When he reached his door he thought he saw through the lighted window two people in the house. He halted, very surprised, then he went in and saw Victor Lecoq sitting at the table before a plateful of potatoes, eating supper in the very place where his son had always sat.
He turned abruptly round as if he meant to go out again. The night was quite dark now. Céleste stood up and shouted at him:
“Come here quick, dad, we’ve got a good stew to celebrate the assemblée.”
At that he obeyed her mechanically and sat down, looking slowly round at the man, the woman and the child. Then he began to eat placidly, as he did every day.
Victor Lecoq seemed to be quite at home, he kept talking to Céleste, and took the child on his knees and fondled it. And Céleste gave him another helping of food, filled his glass, seemed quite happy to be talking to him. Old Amable regarded both of them with a fixed stare, unable to hear anything they said. When he had finished his supper (and he had hardly eaten anything, so upset did he feel), he got to his feet, and instead of climbing to his attic as he did every night, he opened the door and went out into the fields.
When he had gone, Céleste, a little uneasy, asked:
“Now what’s to be done?”
Victor answered indifferently:
“Don’t worry. He’ll come back when he’s tired.”
Then she tidied the room, washed the plates and dried the table while the man calmly undressed. Then he slipped into the dark cave-like bedroom where she had slept with Césaire.

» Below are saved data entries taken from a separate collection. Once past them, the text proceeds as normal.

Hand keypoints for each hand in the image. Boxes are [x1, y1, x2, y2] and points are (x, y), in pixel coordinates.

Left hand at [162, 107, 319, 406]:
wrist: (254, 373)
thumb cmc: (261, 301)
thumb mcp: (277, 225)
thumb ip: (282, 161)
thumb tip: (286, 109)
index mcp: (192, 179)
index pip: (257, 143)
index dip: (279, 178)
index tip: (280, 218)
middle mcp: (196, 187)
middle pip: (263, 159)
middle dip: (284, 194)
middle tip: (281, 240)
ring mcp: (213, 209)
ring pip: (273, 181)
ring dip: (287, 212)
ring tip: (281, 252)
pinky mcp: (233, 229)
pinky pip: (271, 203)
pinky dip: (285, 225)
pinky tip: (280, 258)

The yard door opened. Old Amable reappeared. As soon as he got inside, he looked all round the room, like an old dog with his nose on the scent. He was looking for Victor Lecoq. As he did not see him, he took the candle from the table and brought it near the dark nook where his son had died. In its dark recesses he saw the man stretched out under the clothes and already asleep. At that the deaf man turned softly away, put the candle down, and once more went out into the yard.
Céleste had finished her work; she had put her son to bed, made everything tidy, and sat waiting until her father-in-law came in, to lie down in her turn beside Victor.

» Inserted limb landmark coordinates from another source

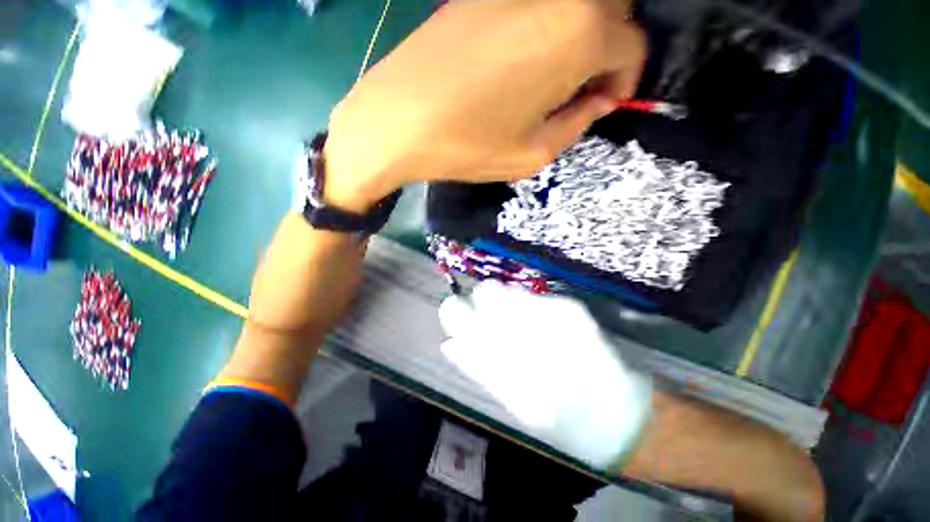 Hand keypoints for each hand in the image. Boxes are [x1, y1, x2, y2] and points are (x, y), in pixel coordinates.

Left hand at [324, 0, 645, 211]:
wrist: (397, 120)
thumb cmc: (467, 144)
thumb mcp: (531, 154)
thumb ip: (575, 124)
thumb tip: (597, 101)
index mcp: (576, 35)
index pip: (631, 45)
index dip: (626, 79)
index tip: (605, 104)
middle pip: (609, 13)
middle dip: (606, 53)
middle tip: (581, 91)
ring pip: (573, 7)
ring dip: (577, 40)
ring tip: (551, 82)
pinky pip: (535, 8)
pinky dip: (545, 31)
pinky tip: (521, 64)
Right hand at [439, 281, 651, 468]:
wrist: (617, 414)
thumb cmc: (557, 417)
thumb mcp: (509, 398)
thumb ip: (476, 365)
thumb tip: (450, 343)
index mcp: (500, 346)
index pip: (459, 311)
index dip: (456, 312)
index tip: (461, 321)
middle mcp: (521, 319)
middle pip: (486, 290)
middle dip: (484, 305)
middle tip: (494, 326)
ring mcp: (548, 308)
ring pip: (510, 290)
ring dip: (508, 306)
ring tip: (523, 331)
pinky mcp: (569, 306)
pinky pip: (536, 298)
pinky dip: (532, 310)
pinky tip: (547, 333)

She remained sitting in the chair, her hands idle in her lap, staring at nothing.
He did not come in, and she murmured, worried and annoyed:
“He’ll make us burn a penn’orth of candle, the old good-for-nothing.”
Victor answered from the depths of his bed:
“He’s been out more than an hour. Better go and see if he’s fallen asleep on the seat in front of the door.”
“I’ll go,” she said, and, standing up, she took the light and went out, shading her eyes with her hand to help her to see in the darkness.
She saw nothing in front of the door, nothing on the seat, nothing on the dungheap where the old man sometimes used to sit on warm days.
But just as she was turning back into the house, she happened to lift her eyes to the big apple tree that made a shade over the farm gate, and saw suddenly two feet, a man’s two feet, dangling at the level of her face.
She screamed in terror: “Victor! Victor! Victor!”
He came running out in his shirt. She could not speak, and with her head turned aside so that she should not see it, she pointed to the tree with outstretched arm.
He did not understand, and he took the candle to see what was wrong. In the green thickness lit up by the light he was holding below it, he saw old Amable hung by the neck at a considerable height, in a halter from the stable.
A ladder was leaning against the trunk of the apple tree.
Victor ran for a hatchet, climbed the tree and cut the cord. But the old man was already cold; his tongue protruded horribly in a frightful grimace.